_Task_
Scan the material below for lines with the word "Court" and report how many there are, with nothing added.

_Data in this exercise_
·····

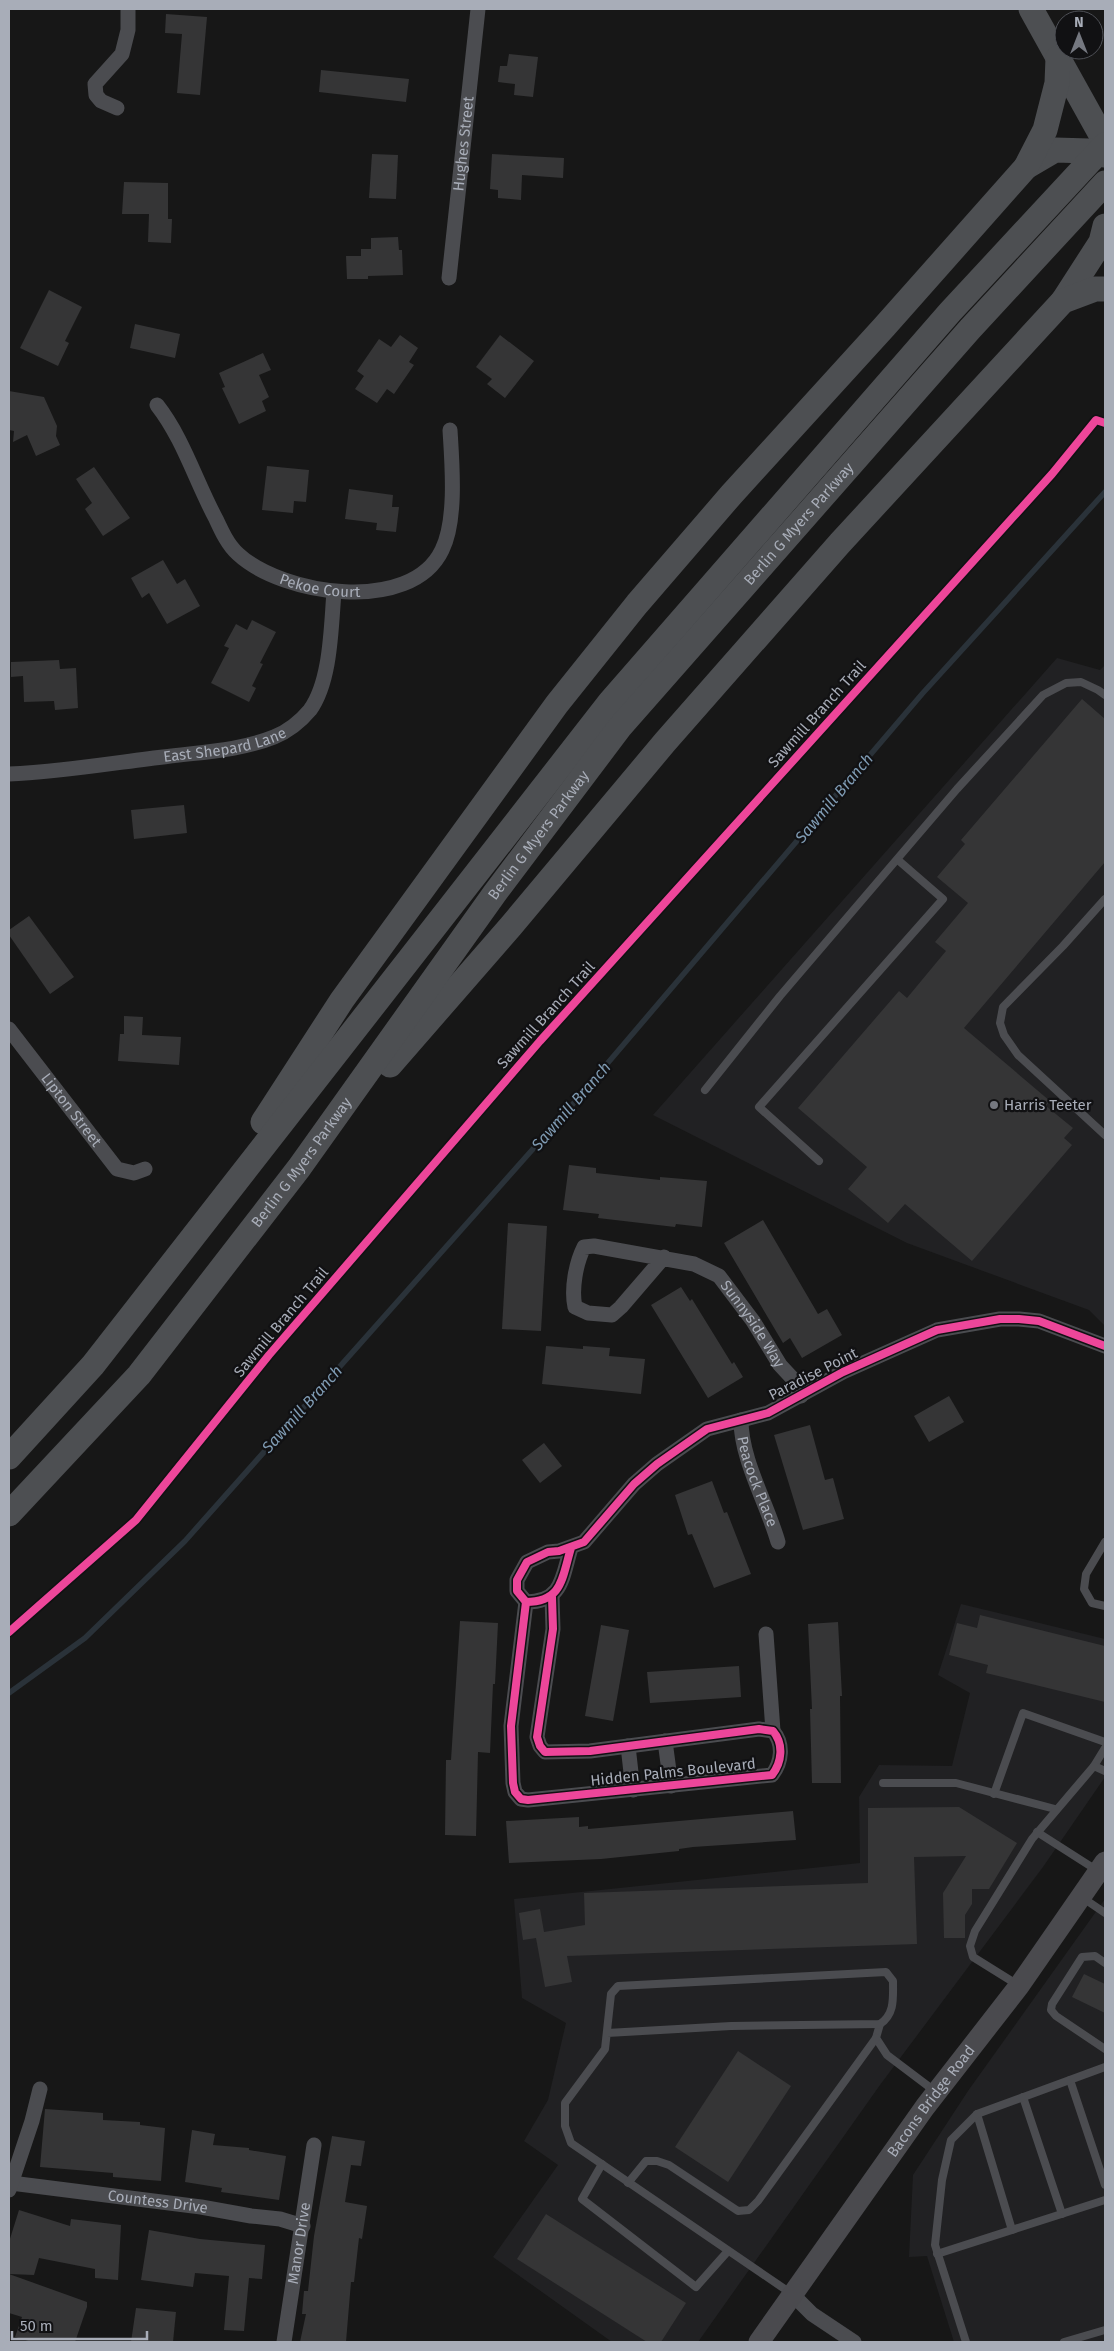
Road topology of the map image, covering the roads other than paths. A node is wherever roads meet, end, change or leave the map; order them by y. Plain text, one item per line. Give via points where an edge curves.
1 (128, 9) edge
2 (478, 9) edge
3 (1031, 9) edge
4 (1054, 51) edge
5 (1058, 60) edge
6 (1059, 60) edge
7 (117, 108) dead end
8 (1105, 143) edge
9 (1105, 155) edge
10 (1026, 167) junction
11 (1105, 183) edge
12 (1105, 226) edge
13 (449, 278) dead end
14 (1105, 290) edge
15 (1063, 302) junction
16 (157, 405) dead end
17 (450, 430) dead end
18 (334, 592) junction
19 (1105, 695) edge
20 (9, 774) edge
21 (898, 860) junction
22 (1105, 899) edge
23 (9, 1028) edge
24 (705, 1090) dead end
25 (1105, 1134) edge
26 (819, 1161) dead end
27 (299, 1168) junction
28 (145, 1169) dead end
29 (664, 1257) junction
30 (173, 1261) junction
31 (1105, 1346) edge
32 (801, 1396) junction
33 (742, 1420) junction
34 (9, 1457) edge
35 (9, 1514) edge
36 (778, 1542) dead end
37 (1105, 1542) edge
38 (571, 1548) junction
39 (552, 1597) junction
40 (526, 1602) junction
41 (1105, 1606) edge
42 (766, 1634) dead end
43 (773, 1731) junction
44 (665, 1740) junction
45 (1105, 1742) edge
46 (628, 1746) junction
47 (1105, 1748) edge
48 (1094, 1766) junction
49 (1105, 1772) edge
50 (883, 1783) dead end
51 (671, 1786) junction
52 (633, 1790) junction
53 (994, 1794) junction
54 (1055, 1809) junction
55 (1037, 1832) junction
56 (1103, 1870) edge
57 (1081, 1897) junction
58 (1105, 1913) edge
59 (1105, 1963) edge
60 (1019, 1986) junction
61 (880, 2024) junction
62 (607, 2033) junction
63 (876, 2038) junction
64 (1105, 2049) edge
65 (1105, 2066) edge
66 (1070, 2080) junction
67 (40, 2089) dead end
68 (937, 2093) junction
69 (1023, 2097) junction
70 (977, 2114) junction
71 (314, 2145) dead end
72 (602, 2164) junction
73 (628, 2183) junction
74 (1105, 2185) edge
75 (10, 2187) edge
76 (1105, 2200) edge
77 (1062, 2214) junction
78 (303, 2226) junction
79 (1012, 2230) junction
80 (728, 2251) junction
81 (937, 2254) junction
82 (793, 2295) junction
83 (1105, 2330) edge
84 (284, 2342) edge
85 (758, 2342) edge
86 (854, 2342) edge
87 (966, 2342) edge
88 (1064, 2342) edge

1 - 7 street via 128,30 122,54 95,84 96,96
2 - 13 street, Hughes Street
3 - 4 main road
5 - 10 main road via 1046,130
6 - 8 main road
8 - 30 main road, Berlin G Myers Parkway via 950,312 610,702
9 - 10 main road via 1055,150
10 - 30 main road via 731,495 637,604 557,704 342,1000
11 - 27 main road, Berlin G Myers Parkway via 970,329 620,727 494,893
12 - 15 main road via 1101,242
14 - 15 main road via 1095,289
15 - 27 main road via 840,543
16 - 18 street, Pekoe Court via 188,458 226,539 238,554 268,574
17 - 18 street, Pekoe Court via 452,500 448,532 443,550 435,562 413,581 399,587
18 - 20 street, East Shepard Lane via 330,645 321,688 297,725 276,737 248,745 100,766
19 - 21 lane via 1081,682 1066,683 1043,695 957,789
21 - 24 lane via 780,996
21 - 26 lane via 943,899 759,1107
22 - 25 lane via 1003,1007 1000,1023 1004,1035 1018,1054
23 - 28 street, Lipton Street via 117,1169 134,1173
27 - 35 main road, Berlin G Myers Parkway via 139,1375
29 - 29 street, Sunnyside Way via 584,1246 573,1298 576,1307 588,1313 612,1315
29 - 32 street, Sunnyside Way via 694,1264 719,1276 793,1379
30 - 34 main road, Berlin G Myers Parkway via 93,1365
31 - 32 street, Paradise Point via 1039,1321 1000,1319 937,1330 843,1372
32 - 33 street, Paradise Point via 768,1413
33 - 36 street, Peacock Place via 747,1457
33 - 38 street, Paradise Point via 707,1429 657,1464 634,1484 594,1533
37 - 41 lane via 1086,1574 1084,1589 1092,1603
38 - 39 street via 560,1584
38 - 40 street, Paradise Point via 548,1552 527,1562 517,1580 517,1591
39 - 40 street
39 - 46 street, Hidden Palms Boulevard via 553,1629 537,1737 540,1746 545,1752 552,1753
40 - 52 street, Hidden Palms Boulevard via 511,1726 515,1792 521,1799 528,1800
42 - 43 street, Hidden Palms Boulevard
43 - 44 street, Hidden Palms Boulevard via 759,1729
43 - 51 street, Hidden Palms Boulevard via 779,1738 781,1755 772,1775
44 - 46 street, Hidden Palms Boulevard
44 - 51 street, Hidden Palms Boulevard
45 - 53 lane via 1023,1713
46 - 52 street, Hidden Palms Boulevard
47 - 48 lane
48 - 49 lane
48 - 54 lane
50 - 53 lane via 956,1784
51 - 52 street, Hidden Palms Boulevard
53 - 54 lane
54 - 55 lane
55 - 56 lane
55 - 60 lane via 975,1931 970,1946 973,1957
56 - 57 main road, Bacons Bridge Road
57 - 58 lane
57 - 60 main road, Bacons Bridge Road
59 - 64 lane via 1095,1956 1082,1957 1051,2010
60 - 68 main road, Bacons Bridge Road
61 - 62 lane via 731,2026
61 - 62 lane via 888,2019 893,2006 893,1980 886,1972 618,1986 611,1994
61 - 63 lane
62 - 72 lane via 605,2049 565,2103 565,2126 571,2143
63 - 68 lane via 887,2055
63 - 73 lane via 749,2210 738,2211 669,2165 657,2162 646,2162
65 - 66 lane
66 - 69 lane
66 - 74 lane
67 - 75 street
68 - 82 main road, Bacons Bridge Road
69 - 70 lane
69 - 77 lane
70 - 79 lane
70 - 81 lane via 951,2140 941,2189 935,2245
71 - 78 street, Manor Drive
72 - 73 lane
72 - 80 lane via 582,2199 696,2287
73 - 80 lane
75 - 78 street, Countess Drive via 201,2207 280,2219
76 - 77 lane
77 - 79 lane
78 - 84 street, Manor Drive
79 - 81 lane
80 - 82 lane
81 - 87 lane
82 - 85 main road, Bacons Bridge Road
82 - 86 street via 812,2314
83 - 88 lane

·····

_Worked solution_
2